Fantastic job as ever, Kelly.

When (yes, when  ) I've got my supercar, I can assure you that you'll get the job of preparing it.

Thanks for taking the time to do the excellent writeup!

S


----------



## dsms

Outstanding work on all levels, just fantastic workmanship and the end result as usual!

-Dave


----------



## [email protected]

thats some job you did there hats off to you 

that we air DA you have is handy might look into one myself

white zonda is semi material :doublesho:doublesho


----------



## Guest

I'm utterly speehless.

Wow, just Wow.:thumb:


----------



## PJS

Superb results as always Kelly.


----------



## SamurI

Amazing results kelly.

Always enjoy reading your write-ups to see exactly what CAN be achived. I honestly belive your bluring the lines of detailing and restoration for the better.

Those plastic look fantasic and most importantly Factory!

Whats next?


----------



## pringle_addict

What a fantastic job and a lovely write up - very detailed - perfect!

Just from curiosity, what benefits/drawbacks does the air powered mirka have over a regular DA/Rotary?
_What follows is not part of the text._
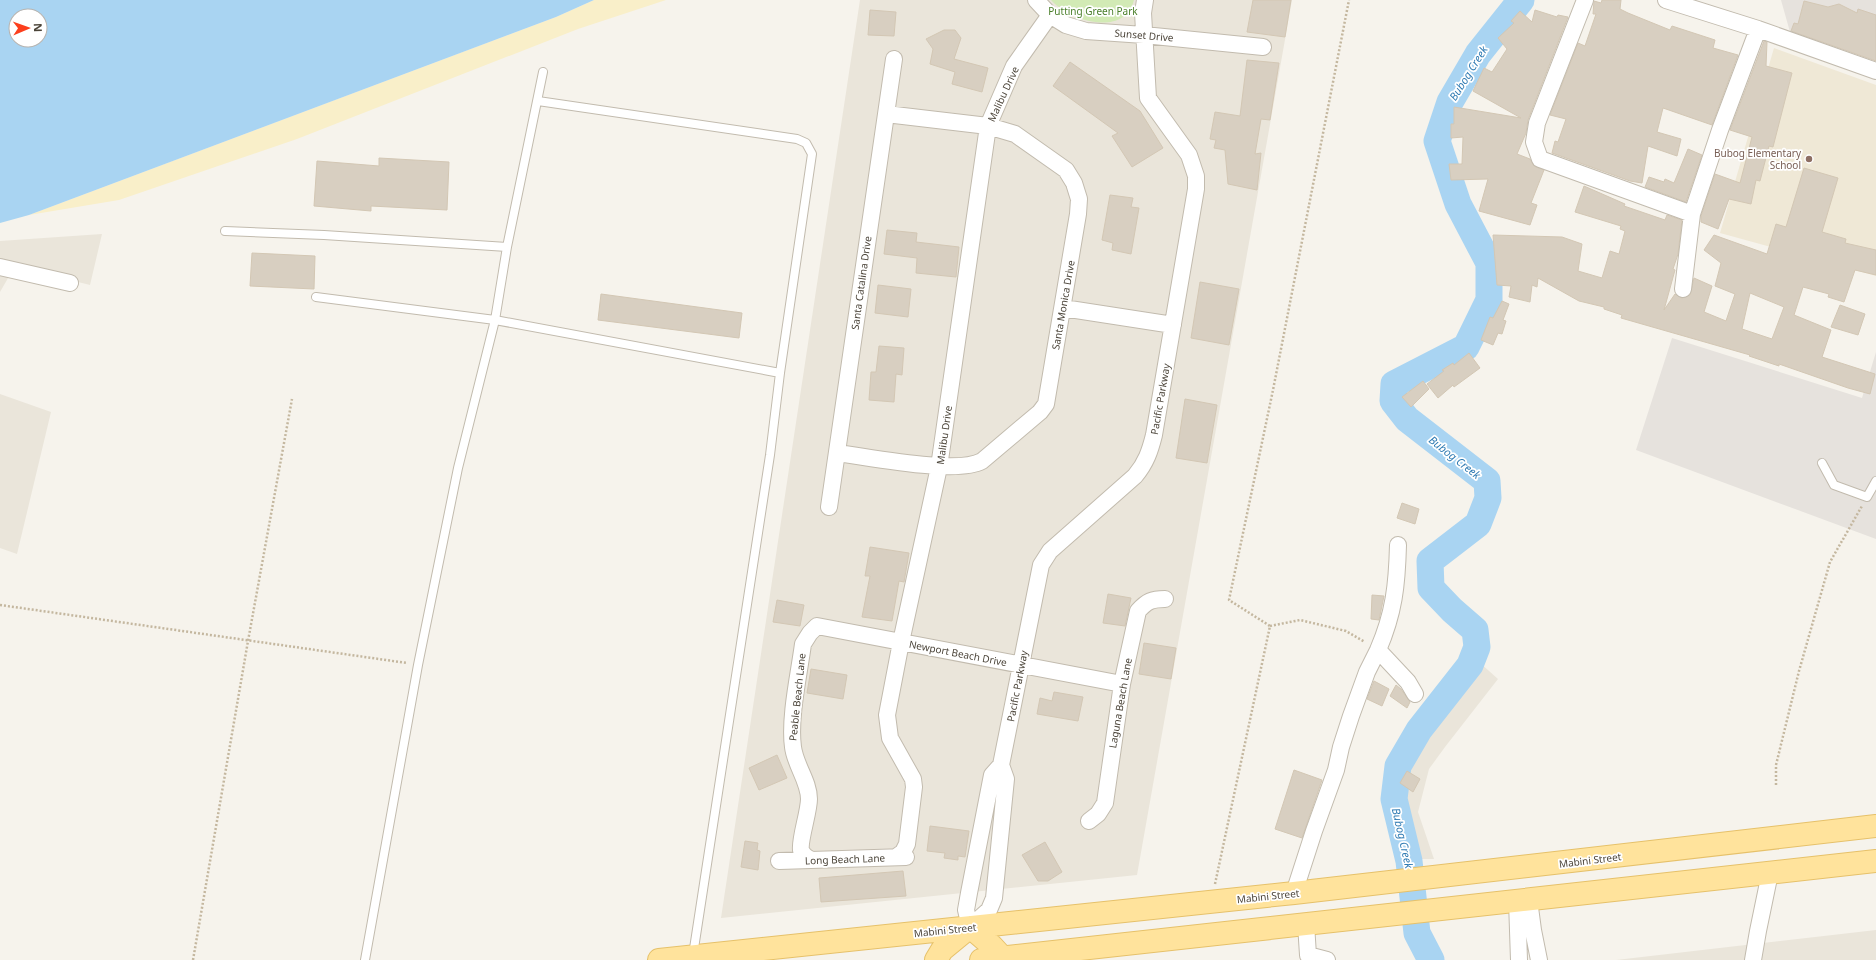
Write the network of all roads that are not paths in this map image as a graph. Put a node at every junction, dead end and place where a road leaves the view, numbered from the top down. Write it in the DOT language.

It looks like its used only for small areas - is it too aggressive for larger panels, or just the head's a bit small?


----------



## giblet

This thread made my laptop crash, but was worth it! Amazing work as always, if my lotto numbers ever come up i'll give you a call


----------



## ads2k

Bloody Hell Kelly that was EPIC ..... 

Incredible work and attention paid to a truly monsterous piece of automotive art.


----------



## Nanolex

Outstanding job, I'm truly amazed by the attention to the details! You've definitely deserved that passenger seat!


----------



## SubtleAggressiv

Amazing work. Never thought much of the Ford GT but I stand corrected.:argie:
I really really like the painted plastics, looks damn good :thumb: my friend was at that same show lol.

Once again, great work


----------



## Auto Detox

Oh yeah that's it right there dude !


----------



## *MAGIC*

Not bad for an afternoons work :lol: 

I must admit I am loving it when cars come in that require more than just correction like bits that need spraying and replacing its great and does the whole job much more justice :thumb:

I have a car in at the moment that is having a signature detail and requires paint, new bits and bobs and I love it :thumb:

Great job mate.

Robbie


----------



## ribena

awesome


----------



## gb270

Wow is the only word i will use


----------



## Perfection Detailing

Outstanding work Kelly and the attention to detail on the other parts really makes the detail, nice one mate.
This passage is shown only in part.